What to do: Count all lines holding "dead" in the data below and say the number, nothing more.

Excerpted records:

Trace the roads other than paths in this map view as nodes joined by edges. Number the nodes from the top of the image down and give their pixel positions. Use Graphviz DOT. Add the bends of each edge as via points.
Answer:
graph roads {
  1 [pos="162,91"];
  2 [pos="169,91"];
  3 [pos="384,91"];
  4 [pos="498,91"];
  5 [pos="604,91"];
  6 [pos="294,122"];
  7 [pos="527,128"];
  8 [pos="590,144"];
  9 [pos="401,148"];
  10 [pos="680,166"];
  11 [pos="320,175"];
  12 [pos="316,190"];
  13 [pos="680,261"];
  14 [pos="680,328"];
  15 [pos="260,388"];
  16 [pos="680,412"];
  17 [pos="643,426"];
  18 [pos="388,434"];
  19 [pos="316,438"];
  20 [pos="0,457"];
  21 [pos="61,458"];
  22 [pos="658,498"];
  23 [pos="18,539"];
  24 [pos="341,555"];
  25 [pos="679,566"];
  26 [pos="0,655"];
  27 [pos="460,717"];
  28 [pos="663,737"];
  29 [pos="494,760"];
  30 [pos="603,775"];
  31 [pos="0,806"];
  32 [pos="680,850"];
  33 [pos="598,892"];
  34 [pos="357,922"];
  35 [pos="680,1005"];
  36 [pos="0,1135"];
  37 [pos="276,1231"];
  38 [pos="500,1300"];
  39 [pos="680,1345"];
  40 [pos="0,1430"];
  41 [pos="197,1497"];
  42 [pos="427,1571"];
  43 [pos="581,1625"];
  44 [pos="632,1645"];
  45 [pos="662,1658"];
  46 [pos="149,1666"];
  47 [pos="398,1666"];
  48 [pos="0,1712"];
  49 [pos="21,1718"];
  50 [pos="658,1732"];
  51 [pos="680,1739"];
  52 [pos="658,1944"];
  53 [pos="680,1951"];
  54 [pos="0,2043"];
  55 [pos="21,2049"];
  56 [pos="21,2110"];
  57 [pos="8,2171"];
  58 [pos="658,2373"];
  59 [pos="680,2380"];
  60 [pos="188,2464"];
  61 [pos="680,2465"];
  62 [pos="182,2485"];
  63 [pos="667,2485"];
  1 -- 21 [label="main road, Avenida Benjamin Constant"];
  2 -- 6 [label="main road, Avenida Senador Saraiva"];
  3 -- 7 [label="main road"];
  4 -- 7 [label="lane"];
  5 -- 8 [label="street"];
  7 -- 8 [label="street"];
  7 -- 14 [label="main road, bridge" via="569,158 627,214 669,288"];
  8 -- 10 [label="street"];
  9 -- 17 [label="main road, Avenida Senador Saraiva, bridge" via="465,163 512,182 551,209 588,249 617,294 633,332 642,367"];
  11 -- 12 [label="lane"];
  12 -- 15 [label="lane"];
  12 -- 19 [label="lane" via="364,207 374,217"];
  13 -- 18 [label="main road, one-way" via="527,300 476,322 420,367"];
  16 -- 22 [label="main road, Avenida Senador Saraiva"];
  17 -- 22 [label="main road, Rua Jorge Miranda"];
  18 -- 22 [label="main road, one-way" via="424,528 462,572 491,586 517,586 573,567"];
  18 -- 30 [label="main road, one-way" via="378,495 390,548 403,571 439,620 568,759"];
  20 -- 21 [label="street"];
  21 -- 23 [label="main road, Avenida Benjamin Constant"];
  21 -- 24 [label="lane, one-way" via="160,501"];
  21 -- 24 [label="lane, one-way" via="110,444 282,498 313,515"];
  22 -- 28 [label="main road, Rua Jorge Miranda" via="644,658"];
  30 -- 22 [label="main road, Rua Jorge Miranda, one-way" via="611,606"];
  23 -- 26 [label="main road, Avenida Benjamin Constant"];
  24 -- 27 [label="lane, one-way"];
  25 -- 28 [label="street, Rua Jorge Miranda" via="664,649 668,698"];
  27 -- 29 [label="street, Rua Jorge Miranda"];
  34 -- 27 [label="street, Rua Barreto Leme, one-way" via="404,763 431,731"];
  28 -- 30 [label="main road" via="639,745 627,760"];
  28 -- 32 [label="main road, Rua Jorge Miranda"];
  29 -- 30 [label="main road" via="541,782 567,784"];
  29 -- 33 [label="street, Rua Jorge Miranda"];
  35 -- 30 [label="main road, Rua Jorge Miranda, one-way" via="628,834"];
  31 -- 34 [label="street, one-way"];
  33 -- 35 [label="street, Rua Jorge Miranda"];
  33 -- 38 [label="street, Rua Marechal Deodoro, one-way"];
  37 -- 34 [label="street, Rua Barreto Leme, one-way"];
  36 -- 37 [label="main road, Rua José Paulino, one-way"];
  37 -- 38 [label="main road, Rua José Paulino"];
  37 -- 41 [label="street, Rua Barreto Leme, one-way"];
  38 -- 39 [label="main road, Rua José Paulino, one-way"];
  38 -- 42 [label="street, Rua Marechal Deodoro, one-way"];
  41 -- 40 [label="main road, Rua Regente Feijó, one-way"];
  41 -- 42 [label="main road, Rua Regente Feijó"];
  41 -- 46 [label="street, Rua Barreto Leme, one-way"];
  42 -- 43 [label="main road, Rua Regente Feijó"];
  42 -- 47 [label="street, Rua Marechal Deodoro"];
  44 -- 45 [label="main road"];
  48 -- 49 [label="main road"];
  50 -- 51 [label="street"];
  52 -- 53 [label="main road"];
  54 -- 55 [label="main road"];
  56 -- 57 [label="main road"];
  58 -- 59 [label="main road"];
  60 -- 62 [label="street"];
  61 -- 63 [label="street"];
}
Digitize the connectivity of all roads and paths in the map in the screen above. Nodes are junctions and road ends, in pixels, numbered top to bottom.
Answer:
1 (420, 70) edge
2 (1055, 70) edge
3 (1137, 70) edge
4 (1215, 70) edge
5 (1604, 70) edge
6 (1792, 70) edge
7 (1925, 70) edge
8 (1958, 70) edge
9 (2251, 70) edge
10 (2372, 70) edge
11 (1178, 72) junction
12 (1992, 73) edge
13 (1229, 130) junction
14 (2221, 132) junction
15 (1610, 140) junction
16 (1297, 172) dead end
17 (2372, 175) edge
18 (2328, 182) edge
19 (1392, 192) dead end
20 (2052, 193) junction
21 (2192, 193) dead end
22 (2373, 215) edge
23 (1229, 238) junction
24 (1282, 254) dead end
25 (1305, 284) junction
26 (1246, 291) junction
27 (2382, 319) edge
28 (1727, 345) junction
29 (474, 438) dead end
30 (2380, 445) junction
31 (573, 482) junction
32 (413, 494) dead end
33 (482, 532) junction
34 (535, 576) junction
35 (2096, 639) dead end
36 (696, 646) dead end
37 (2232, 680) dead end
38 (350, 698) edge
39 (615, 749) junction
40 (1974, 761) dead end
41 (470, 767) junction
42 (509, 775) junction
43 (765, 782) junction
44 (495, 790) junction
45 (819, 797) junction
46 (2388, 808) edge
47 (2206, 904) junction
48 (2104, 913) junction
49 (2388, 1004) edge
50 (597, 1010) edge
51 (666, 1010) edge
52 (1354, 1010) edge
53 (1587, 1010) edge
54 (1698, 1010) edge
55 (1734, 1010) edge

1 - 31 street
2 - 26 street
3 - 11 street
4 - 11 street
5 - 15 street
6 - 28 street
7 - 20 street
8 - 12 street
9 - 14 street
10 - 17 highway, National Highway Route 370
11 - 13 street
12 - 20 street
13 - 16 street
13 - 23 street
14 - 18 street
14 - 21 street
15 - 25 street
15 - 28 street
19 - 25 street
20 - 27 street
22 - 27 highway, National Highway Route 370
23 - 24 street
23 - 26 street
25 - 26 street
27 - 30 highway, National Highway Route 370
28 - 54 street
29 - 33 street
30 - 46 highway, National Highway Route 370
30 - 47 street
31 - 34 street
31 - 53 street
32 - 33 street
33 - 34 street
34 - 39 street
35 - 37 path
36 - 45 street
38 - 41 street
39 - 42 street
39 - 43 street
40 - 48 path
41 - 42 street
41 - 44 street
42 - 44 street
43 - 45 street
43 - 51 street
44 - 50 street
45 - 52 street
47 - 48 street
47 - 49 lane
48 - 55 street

Output for this task: 10